Beyond Nests and Forage Trees: The Hidden Infrastructure that Keeps Black Cockatoos Alive

Beyond Nests and Forage Trees: The Hidden Infrastructure that Keeps Black Cockatoos Alive

Beyond Nests and Forage Trees: The Hidden Infrastructure that Keeps Black Cockatoos Alive

This afternoon I stood beneath a cockatoo "drinking tree”...a tree with a hollow that holds rainwater. One by one, birds flew in, leaning into the bowl to drink, then moving on for the next bird to fly in. No seeds here, no nesting hollow...just water, at height, in a place that feels safe.

It’s easy to measure value when it’s obvious: a nest hollow or a marri tree dripping with fruit. But black cockatoos live by a network, not a single point. In the field you see it..trees used as staging posts, lookout towers, social hubs, roosts, and cautious stepping-stones on the approach to a nest hollow. None of these trees look particularly special in a spreadsheet. Together, they’re the infrastructure of survival.

What the “unremarkable” trees are doing

1) Drinking trees (canopy hollows / canopy pools)
After rain, some canopy hollows hold water (known as phytotelmata). These micro-waterpoints matter. Elevated water can be safer than ground puddles, less exposure to predators, cars or disturbance. Birds can drop in, drink, and move on quickly.

2) Stags and tall sentinels
Dead standing trees (stags) and the tallest live trees are often used as sentinel perches. Cockatoos land there to scan, call, preen, regroup, and only then move to a nearby nest or feeding site. During breeding, adults frequently use a nearby stag or bare limb as a staging post before the last short flight down to the nest hollow. That behaviour reduces risk and gives them time to read the landscape.

3) Approach branches
You’ll often see birds sidling along an exposed branch near the nest rather than flying straight to the lip. Those “nothing special” branches are functional, allowing a cautious approach...a pause to look and listen.

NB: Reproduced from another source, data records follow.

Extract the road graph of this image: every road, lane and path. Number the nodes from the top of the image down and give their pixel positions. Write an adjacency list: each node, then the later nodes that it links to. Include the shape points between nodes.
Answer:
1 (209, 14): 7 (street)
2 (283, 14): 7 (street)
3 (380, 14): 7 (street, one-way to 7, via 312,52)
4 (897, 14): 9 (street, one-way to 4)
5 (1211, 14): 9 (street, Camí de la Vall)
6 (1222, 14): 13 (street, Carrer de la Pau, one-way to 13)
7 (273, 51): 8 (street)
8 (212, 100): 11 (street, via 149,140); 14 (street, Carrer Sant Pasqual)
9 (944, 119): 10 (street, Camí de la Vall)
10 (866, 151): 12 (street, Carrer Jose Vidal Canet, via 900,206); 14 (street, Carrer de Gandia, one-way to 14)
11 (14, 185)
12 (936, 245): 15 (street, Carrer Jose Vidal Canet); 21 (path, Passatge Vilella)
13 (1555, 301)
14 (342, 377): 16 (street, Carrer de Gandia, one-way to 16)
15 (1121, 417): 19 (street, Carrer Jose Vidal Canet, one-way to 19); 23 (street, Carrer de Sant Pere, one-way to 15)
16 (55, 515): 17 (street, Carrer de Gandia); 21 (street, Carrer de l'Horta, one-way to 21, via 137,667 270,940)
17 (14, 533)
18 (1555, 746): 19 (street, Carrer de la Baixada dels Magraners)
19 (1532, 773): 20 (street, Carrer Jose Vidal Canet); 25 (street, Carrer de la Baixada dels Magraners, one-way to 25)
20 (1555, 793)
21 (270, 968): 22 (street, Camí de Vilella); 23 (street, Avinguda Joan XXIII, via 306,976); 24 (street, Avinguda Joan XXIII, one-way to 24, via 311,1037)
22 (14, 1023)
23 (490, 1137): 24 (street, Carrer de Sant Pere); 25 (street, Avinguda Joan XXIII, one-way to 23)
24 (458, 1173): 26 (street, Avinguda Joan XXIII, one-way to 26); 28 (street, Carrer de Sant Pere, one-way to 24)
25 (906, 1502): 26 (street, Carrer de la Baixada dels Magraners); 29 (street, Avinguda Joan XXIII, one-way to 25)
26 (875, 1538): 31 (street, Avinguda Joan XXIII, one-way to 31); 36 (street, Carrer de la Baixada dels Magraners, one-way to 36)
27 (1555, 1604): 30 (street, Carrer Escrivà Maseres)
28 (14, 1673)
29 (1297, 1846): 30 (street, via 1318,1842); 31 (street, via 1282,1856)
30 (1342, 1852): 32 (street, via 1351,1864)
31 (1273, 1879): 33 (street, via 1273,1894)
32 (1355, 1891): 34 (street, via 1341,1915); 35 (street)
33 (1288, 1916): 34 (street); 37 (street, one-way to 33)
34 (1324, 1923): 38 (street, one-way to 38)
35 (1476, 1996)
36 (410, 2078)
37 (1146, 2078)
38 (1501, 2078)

4) Roost trees and social hubs
Flocks use particular trees to roost or to assemble before moving down to drink. These are often tall, open-crowned trees that provide airflow, lines of sight, and quick take-off paths. They’re where information spreads: calls to distant birds, contact calls to partners, the social fabric of a species that lives by flock dynamics.

In ecological language, these are keystone structures...discrete elements that disproportionately support many species or many behaviours. Add them up across a territory and you get structural complexity and functional connectivity: safe ways to move, rest, drink, and breed in a landscape that’s constantly changing.

Why this gets missed

Much of our planning, regulation, and restoration work still treats habitat as a neat little list: nest trees here, feed trees there. If a tree doesn’t tick an obvious box, it can be seen as expendable...removed as a hazard, tidied during thinning, or lost in road and fence line clean-ups.

But animals do not use landscapes as lists. Black cockatoos are central-place foragers during breeding: they return to a nest repeatedly while foraging outward from it. Success depends on the surrounding network...safe staging posts, thermal refuge on hot days, accessible and safe water, roost and perch options with good visibility, escape routes, and approach branches.

Small functions, compounded value

Each element, one branch, one stag, one canopy pool, might only provide a few minutes of value in a day. Compound that across a season and a territory and you get a measurable difference in energy budgets, predation risk, thermal stress, and breeding success. That’s ecological memory in living form: legacy trees and deadwood that continue to pay out benefits long after they stop producing leaves or fruit.

The bigger principle

This isn’t just about cockatoos. The same pattern shows up across ecosystems: small, overlooked structures carry big loads...fallen logs that nurse seedlings, a seep that keeps invertebrates going through a dry spell. When we start seeing past the obvious, management becomes less about heroic single features and more about stewarding the whole fabric that lets life move, rest, feed, breed, and survive.

Today it was a drinking tree. Tomorrow it might be an “ugly” stag that a pair trusts as a lookout, or a tired limb that’s perfect for that slow, careful walk to the nest. If we can learn to value these quiet functions, we give black cockatoos what they actually use: not just habitat patches, but a working landscape.